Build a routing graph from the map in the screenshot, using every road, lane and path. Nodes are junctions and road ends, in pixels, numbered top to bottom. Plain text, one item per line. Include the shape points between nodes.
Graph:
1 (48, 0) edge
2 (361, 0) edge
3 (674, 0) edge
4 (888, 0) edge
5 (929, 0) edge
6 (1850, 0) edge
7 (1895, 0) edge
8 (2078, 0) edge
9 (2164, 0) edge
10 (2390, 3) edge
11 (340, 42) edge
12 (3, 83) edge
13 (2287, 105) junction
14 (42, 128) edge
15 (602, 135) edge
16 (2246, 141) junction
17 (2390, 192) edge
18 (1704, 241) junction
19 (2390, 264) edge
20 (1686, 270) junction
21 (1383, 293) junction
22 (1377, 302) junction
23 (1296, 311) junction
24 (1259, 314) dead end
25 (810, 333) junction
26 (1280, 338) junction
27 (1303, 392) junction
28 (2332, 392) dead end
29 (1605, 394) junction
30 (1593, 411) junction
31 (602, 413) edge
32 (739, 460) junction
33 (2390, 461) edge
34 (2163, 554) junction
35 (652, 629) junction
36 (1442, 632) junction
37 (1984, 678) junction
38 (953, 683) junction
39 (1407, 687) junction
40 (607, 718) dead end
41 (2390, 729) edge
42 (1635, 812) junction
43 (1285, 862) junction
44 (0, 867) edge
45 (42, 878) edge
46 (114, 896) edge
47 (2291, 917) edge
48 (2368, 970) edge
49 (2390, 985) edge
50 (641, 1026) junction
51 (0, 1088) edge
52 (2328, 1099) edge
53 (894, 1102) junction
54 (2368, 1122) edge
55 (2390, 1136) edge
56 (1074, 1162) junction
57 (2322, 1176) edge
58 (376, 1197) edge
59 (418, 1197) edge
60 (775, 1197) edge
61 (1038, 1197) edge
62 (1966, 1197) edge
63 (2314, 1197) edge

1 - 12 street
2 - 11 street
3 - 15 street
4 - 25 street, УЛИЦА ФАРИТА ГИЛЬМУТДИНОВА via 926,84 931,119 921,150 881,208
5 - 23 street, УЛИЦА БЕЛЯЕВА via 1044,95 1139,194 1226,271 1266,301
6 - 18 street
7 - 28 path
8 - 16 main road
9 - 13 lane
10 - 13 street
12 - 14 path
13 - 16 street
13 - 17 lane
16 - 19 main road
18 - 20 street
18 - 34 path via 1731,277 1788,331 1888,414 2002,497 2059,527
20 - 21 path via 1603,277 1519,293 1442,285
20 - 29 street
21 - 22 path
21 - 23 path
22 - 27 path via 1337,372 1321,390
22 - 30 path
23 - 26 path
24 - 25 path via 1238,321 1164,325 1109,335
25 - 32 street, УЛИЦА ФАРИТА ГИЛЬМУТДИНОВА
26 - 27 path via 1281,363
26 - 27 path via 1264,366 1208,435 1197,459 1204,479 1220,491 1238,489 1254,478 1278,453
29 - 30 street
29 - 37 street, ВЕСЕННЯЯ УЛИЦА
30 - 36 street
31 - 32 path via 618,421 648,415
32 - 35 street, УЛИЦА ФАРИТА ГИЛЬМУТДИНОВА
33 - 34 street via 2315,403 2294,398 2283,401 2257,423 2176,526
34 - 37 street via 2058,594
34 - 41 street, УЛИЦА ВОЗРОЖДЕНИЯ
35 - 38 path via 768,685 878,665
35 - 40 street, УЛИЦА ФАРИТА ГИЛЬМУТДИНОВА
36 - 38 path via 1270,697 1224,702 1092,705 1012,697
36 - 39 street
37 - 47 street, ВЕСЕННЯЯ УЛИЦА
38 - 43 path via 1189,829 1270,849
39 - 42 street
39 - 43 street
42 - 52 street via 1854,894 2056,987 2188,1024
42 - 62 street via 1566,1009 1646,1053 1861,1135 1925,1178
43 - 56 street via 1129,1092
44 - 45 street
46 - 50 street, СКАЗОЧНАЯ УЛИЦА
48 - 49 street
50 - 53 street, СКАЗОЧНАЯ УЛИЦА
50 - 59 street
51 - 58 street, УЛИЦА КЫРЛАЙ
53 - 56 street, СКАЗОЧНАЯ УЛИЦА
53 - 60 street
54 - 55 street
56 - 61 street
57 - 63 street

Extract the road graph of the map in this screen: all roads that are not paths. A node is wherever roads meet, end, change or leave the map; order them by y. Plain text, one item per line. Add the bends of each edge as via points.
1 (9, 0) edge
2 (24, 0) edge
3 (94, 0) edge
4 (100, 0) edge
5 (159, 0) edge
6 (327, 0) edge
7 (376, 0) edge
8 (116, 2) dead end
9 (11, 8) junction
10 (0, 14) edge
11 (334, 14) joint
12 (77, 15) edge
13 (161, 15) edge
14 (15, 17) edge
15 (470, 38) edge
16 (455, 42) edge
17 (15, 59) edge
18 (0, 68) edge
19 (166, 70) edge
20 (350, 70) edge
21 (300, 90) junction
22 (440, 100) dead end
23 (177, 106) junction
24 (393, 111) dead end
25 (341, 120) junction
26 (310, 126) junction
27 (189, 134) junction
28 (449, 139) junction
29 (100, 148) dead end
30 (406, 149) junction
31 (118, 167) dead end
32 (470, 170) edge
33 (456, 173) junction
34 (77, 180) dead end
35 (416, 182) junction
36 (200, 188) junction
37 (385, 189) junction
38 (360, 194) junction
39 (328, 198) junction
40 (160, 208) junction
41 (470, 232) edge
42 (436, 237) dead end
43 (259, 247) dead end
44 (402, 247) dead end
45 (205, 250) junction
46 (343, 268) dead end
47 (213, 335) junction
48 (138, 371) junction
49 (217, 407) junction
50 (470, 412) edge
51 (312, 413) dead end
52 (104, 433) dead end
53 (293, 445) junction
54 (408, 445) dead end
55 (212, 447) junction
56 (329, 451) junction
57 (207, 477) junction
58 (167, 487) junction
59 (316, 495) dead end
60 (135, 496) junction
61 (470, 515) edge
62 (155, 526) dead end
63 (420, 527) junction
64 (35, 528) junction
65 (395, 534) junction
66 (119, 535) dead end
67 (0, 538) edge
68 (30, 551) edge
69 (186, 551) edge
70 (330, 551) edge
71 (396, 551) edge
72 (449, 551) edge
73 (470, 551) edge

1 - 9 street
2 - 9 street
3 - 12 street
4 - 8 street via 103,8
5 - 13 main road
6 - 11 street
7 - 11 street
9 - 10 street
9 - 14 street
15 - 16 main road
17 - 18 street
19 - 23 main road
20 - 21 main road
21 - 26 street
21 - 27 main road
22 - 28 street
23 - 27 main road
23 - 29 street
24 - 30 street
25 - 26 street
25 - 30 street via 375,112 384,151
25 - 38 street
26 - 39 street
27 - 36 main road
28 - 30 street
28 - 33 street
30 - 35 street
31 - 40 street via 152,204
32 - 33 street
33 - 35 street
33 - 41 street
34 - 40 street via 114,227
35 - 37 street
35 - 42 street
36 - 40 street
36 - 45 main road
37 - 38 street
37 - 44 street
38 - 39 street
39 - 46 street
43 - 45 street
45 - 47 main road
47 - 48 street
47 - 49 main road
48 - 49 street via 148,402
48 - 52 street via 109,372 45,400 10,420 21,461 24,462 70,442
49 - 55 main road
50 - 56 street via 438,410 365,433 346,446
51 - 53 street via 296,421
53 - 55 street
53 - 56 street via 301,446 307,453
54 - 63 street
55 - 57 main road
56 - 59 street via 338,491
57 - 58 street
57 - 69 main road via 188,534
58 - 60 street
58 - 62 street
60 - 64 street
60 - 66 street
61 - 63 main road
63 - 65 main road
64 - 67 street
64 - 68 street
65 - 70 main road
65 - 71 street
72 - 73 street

* _Exercise prompt_
Using the listing above, transcribe every entry exactly.

* _Response_
Build a routing graph from the map in the screenshot, using every road, lane and path. Nodes are junctions and road ends, in pixels, numbered top to bottom. Plain text, one item per line. Include the shape points between nodes.
Graph:
1 (48, 0) edge
2 (361, 0) edge
3 (674, 0) edge
4 (888, 0) edge
5 (929, 0) edge
6 (1850, 0) edge
7 (1895, 0) edge
8 (2078, 0) edge
9 (2164, 0) edge
10 (2390, 3) edge
11 (340, 42) edge
12 (3, 83) edge
13 (2287, 105) junction
14 (42, 128) edge
15 (602, 135) edge
16 (2246, 141) junction
17 (2390, 192) edge
18 (1704, 241) junction
19 (2390, 264) edge
20 (1686, 270) junction
21 (1383, 293) junction
22 (1377, 302) junction
23 (1296, 311) junction
24 (1259, 314) dead end
25 (810, 333) junction
26 (1280, 338) junction
27 (1303, 392) junction
28 (2332, 392) dead end
29 (1605, 394) junction
30 (1593, 411) junction
31 (602, 413) edge
32 (739, 460) junction
33 (2390, 461) edge
34 (2163, 554) junction
35 (652, 629) junction
36 (1442, 632) junction
37 (1984, 678) junction
38 (953, 683) junction
39 (1407, 687) junction
40 (607, 718) dead end
41 (2390, 729) edge
42 (1635, 812) junction
43 (1285, 862) junction
44 (0, 867) edge
45 (42, 878) edge
46 (114, 896) edge
47 (2291, 917) edge
48 (2368, 970) edge
49 (2390, 985) edge
50 (641, 1026) junction
51 (0, 1088) edge
52 (2328, 1099) edge
53 (894, 1102) junction
54 (2368, 1122) edge
55 (2390, 1136) edge
56 (1074, 1162) junction
57 (2322, 1176) edge
58 (376, 1197) edge
59 (418, 1197) edge
60 (775, 1197) edge
61 (1038, 1197) edge
62 (1966, 1197) edge
63 (2314, 1197) edge

1 - 12 street
2 - 11 street
3 - 15 street
4 - 25 street, УЛИЦА ФАРИТА ГИЛЬМУТДИНОВА via 926,84 931,119 921,150 881,208
5 - 23 street, УЛИЦА БЕЛЯЕВА via 1044,95 1139,194 1226,271 1266,301
6 - 18 street
7 - 28 path
8 - 16 main road
9 - 13 lane
10 - 13 street
12 - 14 path
13 - 16 street
13 - 17 lane
16 - 19 main road
18 - 20 street
18 - 34 path via 1731,277 1788,331 1888,414 2002,497 2059,527
20 - 21 path via 1603,277 1519,293 1442,285
20 - 29 street
21 - 22 path
21 - 23 path
22 - 27 path via 1337,372 1321,390
22 - 30 path
23 - 26 path
24 - 25 path via 1238,321 1164,325 1109,335
25 - 32 street, УЛИЦА ФАРИТА ГИЛЬМУТДИНОВА
26 - 27 path via 1281,363
26 - 27 path via 1264,366 1208,435 1197,459 1204,479 1220,491 1238,489 1254,478 1278,453
29 - 30 street
29 - 37 street, ВЕСЕННЯЯ УЛИЦА
30 - 36 street
31 - 32 path via 618,421 648,415
32 - 35 street, УЛИЦА ФАРИТА ГИЛЬМУТДИНОВА
33 - 34 street via 2315,403 2294,398 2283,401 2257,423 2176,526
34 - 37 street via 2058,594
34 - 41 street, УЛИЦА ВОЗРОЖДЕНИЯ
35 - 38 path via 768,685 878,665
35 - 40 street, УЛИЦА ФАРИТА ГИЛЬМУТДИНОВА
36 - 38 path via 1270,697 1224,702 1092,705 1012,697
36 - 39 street
37 - 47 street, ВЕСЕННЯЯ УЛИЦА
38 - 43 path via 1189,829 1270,849
39 - 42 street
39 - 43 street
42 - 52 street via 1854,894 2056,987 2188,1024
42 - 62 street via 1566,1009 1646,1053 1861,1135 1925,1178
43 - 56 street via 1129,1092
44 - 45 street
46 - 50 street, СКАЗОЧНАЯ УЛИЦА
48 - 49 street
50 - 53 street, СКАЗОЧНАЯ УЛИЦА
50 - 59 street
51 - 58 street, УЛИЦА КЫРЛАЙ
53 - 56 street, СКАЗОЧНАЯ УЛИЦА
53 - 60 street
54 - 55 street
56 - 61 street
57 - 63 street

Extract the road graph of the map in this screen: all roads that are not paths. A node is wherever roads meet, end, change or leave the map; order them by y. Plain text, one item per line. Add the bends of each edge as via points.
1 (9, 0) edge
2 (24, 0) edge
3 (94, 0) edge
4 (100, 0) edge
5 (159, 0) edge
6 (327, 0) edge
7 (376, 0) edge
8 (116, 2) dead end
9 (11, 8) junction
10 (0, 14) edge
11 (334, 14) joint
12 (77, 15) edge
13 (161, 15) edge
14 (15, 17) edge
15 (470, 38) edge
16 (455, 42) edge
17 (15, 59) edge
18 (0, 68) edge
19 (166, 70) edge
20 (350, 70) edge
21 (300, 90) junction
22 (440, 100) dead end
23 (177, 106) junction
24 (393, 111) dead end
25 (341, 120) junction
26 (310, 126) junction
27 (189, 134) junction
28 (449, 139) junction
29 (100, 148) dead end
30 (406, 149) junction
31 (118, 167) dead end
32 (470, 170) edge
33 (456, 173) junction
34 (77, 180) dead end
35 (416, 182) junction
36 (200, 188) junction
37 (385, 189) junction
38 (360, 194) junction
39 (328, 198) junction
40 (160, 208) junction
41 (470, 232) edge
42 (436, 237) dead end
43 (259, 247) dead end
44 (402, 247) dead end
45 (205, 250) junction
46 (343, 268) dead end
47 (213, 335) junction
48 (138, 371) junction
49 (217, 407) junction
50 (470, 412) edge
51 (312, 413) dead end
52 (104, 433) dead end
53 (293, 445) junction
54 (408, 445) dead end
55 (212, 447) junction
56 (329, 451) junction
57 (207, 477) junction
58 (167, 487) junction
59 (316, 495) dead end
60 (135, 496) junction
61 (470, 515) edge
62 (155, 526) dead end
63 (420, 527) junction
64 (35, 528) junction
65 (395, 534) junction
66 (119, 535) dead end
67 (0, 538) edge
68 (30, 551) edge
69 (186, 551) edge
70 (330, 551) edge
71 (396, 551) edge
72 (449, 551) edge
73 (470, 551) edge

1 - 9 street
2 - 9 street
3 - 12 street
4 - 8 street via 103,8
5 - 13 main road
6 - 11 street
7 - 11 street
9 - 10 street
9 - 14 street
15 - 16 main road
17 - 18 street
19 - 23 main road
20 - 21 main road
21 - 26 street
21 - 27 main road
22 - 28 street
23 - 27 main road
23 - 29 street
24 - 30 street
25 - 26 street
25 - 30 street via 375,112 384,151
25 - 38 street
26 - 39 street
27 - 36 main road
28 - 30 street
28 - 33 street
30 - 35 street
31 - 40 street via 152,204
32 - 33 street
33 - 35 street
33 - 41 street
34 - 40 street via 114,227
35 - 37 street
35 - 42 street
36 - 40 street
36 - 45 main road
37 - 38 street
37 - 44 street
38 - 39 street
39 - 46 street
43 - 45 street
45 - 47 main road
47 - 48 street
47 - 49 main road
48 - 49 street via 148,402
48 - 52 street via 109,372 45,400 10,420 21,461 24,462 70,442
49 - 55 main road
50 - 56 street via 438,410 365,433 346,446
51 - 53 street via 296,421
53 - 55 street
53 - 56 street via 301,446 307,453
54 - 63 street
55 - 57 main road
56 - 59 street via 338,491
57 - 58 street
57 - 69 main road via 188,534
58 - 60 street
58 - 62 street
60 - 64 street
60 - 66 street
61 - 63 main road
63 - 65 main road
64 - 67 street
64 - 68 street
65 - 70 main road
65 - 71 street
72 - 73 street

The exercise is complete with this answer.